Raw data:

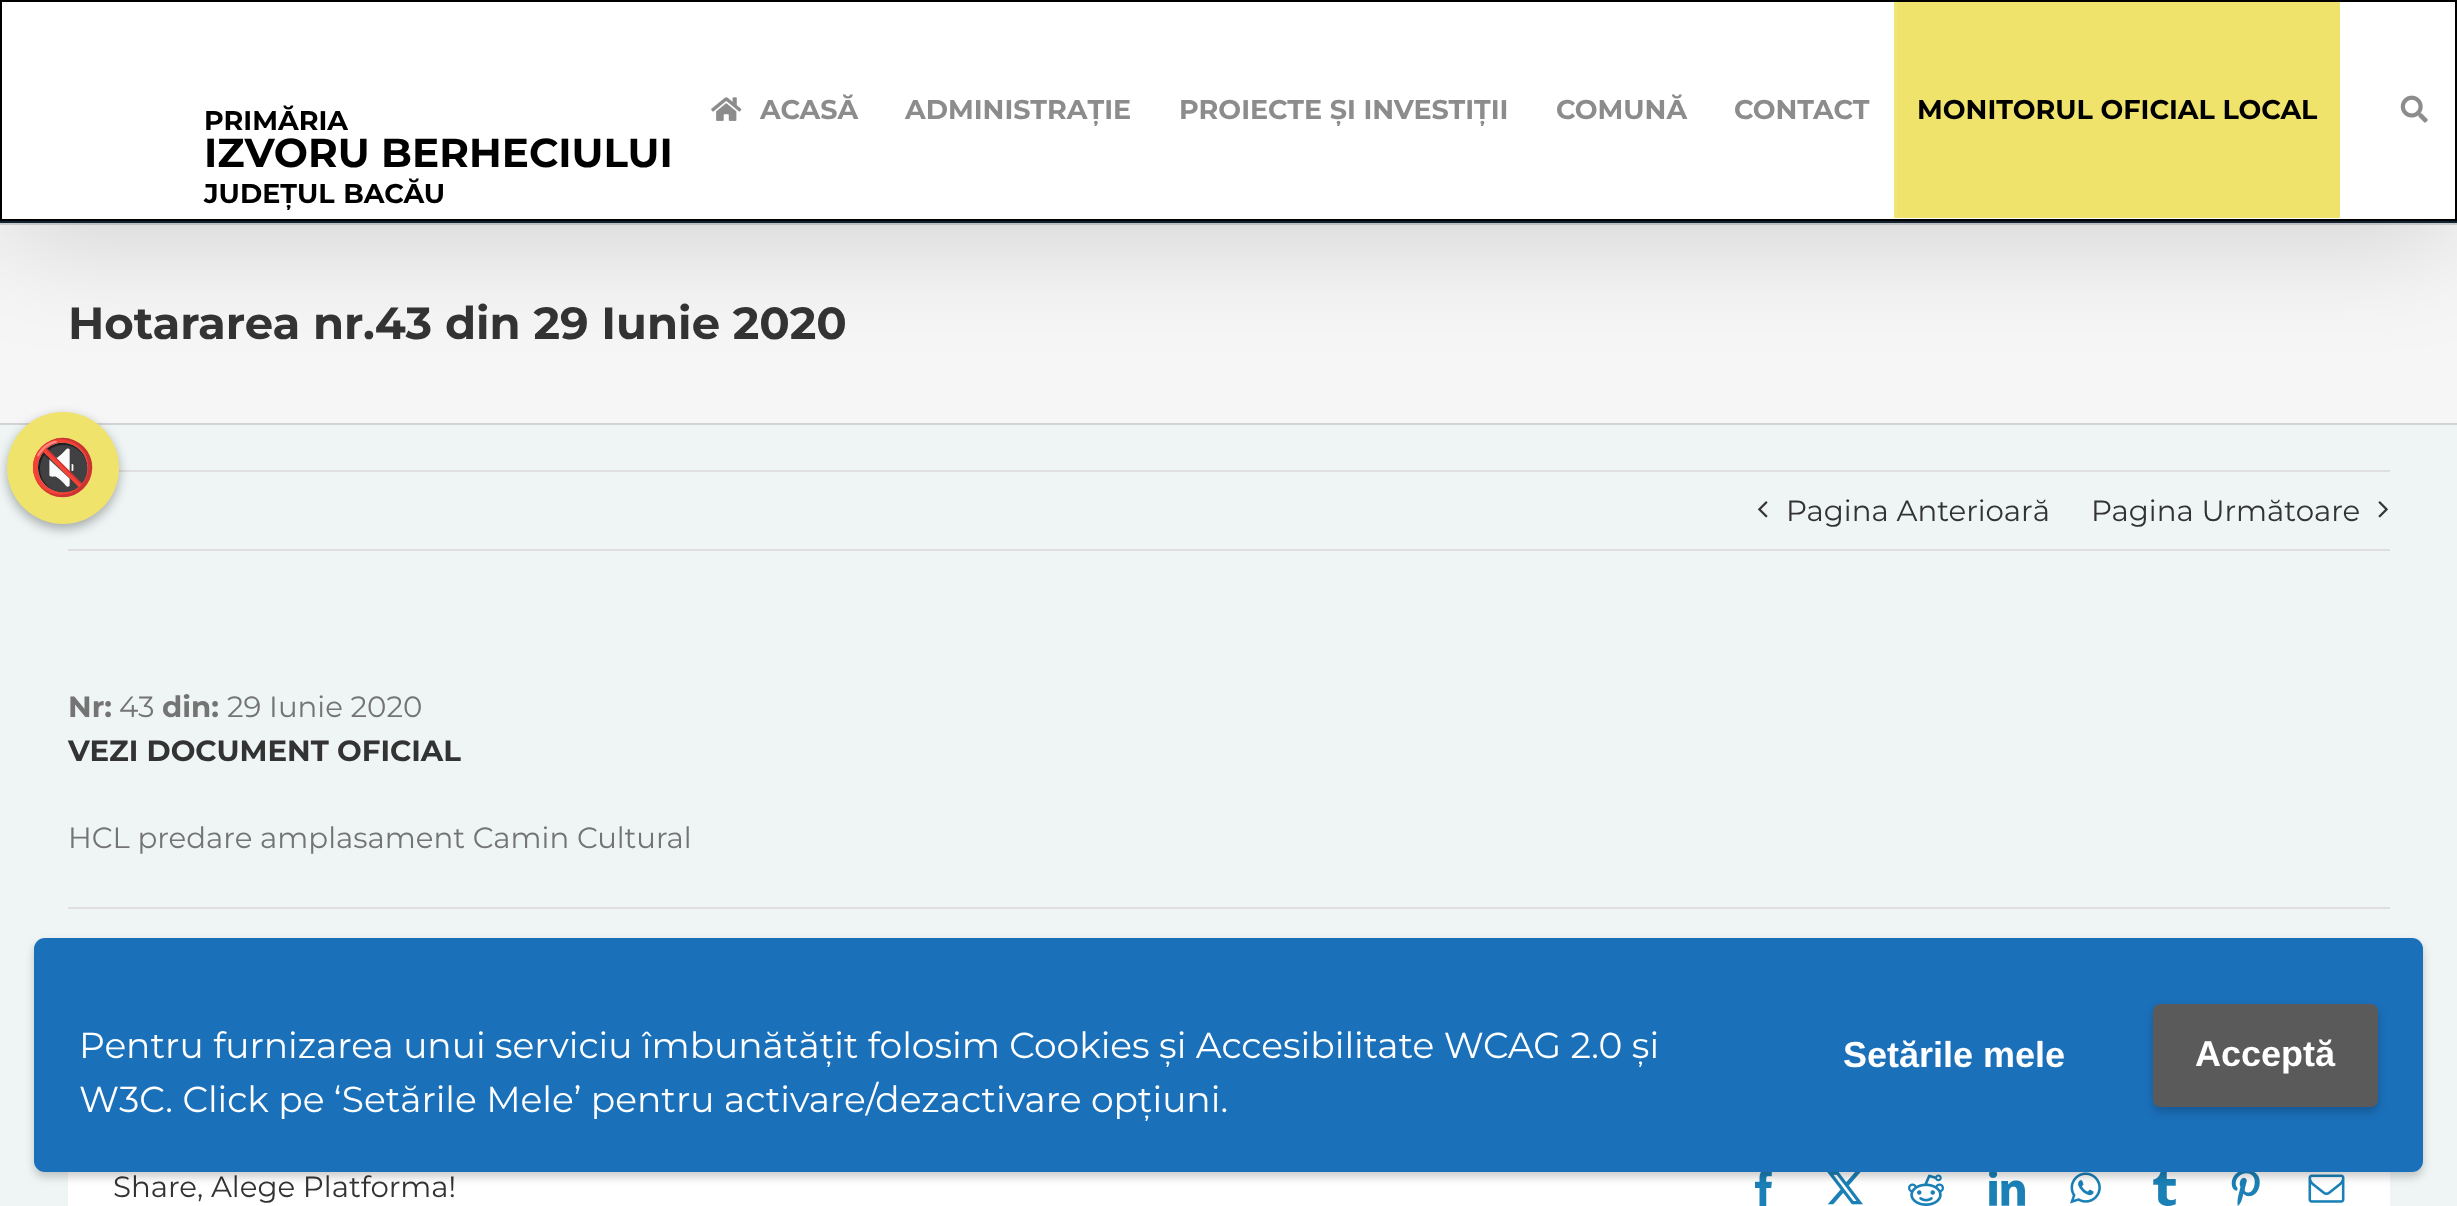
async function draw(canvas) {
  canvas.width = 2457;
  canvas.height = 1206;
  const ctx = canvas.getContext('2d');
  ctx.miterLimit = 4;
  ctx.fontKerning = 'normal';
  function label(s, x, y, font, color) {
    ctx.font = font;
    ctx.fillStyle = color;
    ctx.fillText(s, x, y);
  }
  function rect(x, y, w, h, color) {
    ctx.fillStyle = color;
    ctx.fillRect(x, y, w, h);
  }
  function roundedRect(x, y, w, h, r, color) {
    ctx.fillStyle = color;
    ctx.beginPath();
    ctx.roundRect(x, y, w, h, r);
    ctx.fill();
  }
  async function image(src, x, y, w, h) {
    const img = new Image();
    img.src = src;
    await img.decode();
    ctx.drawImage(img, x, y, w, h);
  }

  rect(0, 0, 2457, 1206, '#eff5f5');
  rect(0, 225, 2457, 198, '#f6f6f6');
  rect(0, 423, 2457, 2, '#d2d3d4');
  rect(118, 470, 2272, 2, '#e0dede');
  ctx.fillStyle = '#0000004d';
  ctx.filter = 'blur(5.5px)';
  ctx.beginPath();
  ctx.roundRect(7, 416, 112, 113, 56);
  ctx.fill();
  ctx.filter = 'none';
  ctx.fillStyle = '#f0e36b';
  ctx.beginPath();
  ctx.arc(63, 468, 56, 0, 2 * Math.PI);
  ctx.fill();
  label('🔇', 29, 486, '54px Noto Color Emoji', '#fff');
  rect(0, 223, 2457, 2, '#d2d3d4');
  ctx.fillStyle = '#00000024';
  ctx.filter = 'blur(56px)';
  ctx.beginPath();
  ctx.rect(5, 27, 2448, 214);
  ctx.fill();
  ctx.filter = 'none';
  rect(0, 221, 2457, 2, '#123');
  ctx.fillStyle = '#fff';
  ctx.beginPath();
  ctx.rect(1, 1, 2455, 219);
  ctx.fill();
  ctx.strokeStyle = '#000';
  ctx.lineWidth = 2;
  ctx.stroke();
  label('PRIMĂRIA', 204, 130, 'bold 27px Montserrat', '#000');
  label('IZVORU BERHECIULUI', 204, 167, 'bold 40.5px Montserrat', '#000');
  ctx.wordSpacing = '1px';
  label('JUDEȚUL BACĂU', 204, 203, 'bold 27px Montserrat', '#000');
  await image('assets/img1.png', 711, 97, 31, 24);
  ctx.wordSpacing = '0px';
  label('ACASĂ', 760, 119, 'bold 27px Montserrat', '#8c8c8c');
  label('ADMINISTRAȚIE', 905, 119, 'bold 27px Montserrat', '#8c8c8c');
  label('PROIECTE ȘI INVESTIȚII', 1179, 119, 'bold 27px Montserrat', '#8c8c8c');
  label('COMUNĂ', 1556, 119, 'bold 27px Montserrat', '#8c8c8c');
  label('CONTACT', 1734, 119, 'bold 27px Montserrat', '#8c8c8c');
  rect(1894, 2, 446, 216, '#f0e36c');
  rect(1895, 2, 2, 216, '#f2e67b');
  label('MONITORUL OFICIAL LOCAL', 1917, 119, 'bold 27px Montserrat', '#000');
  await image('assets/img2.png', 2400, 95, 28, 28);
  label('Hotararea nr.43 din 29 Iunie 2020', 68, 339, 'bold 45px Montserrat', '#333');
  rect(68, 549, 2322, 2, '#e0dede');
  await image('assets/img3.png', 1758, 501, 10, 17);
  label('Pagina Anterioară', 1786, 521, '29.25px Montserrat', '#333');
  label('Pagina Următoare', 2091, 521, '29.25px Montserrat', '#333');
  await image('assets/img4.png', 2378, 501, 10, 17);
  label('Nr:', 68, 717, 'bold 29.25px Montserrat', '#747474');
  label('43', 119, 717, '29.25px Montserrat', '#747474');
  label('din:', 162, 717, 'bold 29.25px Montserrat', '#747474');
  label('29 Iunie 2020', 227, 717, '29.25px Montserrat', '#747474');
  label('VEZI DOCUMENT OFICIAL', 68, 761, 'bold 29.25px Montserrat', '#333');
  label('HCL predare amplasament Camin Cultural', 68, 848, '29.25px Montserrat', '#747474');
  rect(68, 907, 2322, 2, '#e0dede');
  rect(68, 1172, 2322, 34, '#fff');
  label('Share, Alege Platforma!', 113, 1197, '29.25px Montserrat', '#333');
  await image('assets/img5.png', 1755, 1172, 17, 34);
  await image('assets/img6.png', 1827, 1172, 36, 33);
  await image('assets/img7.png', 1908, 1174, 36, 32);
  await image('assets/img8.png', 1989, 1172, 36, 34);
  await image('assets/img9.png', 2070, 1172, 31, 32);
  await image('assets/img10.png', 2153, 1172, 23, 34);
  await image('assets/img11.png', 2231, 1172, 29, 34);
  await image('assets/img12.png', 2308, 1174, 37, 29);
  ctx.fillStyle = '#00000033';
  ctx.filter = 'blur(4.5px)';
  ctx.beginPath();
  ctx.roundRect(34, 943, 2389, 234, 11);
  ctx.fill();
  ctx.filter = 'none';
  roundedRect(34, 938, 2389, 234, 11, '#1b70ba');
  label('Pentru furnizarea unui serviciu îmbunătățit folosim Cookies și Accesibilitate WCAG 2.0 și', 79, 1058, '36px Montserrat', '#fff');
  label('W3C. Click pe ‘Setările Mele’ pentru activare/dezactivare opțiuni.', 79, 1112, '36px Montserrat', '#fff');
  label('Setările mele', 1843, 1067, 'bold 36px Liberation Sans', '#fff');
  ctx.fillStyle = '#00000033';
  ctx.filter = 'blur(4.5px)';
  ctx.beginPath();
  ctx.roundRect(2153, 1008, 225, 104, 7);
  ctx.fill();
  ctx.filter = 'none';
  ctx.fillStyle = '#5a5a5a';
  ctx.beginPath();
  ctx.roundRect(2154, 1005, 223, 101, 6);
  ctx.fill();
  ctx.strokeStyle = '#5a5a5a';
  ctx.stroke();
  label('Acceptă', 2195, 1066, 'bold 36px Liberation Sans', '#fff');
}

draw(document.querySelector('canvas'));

--

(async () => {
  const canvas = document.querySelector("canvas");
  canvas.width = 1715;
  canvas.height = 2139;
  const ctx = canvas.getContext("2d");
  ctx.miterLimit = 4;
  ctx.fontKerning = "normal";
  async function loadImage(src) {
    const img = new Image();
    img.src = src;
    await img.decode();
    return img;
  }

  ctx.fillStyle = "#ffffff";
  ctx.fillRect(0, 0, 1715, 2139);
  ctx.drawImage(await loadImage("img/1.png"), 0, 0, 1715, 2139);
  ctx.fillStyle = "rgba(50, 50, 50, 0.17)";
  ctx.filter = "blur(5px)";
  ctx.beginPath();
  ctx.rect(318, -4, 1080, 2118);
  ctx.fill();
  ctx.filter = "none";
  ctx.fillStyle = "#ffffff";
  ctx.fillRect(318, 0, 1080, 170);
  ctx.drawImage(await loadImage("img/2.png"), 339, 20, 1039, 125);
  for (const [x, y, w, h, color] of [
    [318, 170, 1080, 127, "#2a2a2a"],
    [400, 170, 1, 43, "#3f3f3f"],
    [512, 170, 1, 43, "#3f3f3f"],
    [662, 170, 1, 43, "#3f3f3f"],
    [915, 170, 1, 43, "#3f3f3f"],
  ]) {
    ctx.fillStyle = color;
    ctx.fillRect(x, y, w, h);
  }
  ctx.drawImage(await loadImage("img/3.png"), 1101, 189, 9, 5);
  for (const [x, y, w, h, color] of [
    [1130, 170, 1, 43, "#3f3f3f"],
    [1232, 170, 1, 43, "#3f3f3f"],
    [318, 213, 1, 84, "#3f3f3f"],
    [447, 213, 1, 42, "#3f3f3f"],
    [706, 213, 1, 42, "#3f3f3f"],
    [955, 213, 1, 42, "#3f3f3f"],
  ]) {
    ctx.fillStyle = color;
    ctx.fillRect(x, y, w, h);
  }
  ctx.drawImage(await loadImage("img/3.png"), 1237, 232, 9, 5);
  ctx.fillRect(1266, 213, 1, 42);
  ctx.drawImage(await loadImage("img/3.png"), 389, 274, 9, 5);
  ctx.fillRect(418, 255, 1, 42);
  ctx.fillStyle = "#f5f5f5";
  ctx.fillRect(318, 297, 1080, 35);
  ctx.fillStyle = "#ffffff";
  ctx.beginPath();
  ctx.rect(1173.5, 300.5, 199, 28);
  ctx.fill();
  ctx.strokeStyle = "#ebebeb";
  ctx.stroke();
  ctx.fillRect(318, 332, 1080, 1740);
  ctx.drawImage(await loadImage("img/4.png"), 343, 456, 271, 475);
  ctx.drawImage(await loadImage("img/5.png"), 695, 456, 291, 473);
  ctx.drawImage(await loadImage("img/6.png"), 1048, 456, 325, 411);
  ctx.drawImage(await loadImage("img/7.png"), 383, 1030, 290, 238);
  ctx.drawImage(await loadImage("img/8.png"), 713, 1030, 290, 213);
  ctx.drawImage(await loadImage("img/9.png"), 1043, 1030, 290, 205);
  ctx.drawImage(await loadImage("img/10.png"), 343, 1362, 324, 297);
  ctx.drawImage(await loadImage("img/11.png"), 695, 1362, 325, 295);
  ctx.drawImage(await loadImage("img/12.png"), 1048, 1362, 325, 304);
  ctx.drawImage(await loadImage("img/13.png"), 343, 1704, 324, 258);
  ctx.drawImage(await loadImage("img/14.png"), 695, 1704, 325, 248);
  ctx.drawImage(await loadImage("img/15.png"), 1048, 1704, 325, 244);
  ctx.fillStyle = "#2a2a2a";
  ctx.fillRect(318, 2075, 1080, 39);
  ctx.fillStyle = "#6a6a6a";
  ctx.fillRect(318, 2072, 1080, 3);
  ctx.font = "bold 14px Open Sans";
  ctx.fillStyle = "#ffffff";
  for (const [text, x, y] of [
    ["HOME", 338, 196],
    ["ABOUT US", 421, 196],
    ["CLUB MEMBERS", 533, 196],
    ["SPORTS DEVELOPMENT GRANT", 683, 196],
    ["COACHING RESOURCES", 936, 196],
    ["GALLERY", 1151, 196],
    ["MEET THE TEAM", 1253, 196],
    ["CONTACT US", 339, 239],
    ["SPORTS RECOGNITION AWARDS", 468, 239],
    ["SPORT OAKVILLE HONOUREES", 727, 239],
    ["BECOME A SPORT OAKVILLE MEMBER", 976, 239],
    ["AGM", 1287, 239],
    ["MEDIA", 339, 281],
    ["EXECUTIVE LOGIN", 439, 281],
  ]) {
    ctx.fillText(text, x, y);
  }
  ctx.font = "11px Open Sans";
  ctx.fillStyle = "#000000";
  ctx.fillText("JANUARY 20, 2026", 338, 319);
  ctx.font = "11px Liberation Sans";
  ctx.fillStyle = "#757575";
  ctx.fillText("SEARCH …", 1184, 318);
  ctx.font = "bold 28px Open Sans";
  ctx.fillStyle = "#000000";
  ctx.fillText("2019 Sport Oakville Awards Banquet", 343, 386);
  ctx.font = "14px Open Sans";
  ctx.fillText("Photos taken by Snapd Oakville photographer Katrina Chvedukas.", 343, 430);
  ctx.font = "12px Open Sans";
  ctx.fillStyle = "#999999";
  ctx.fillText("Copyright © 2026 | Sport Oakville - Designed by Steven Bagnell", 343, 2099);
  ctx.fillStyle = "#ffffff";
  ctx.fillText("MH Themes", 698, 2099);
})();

Exercise details:
Look over the data and work out how many lines include the word "function"; reply with the number only.

Answer space:
6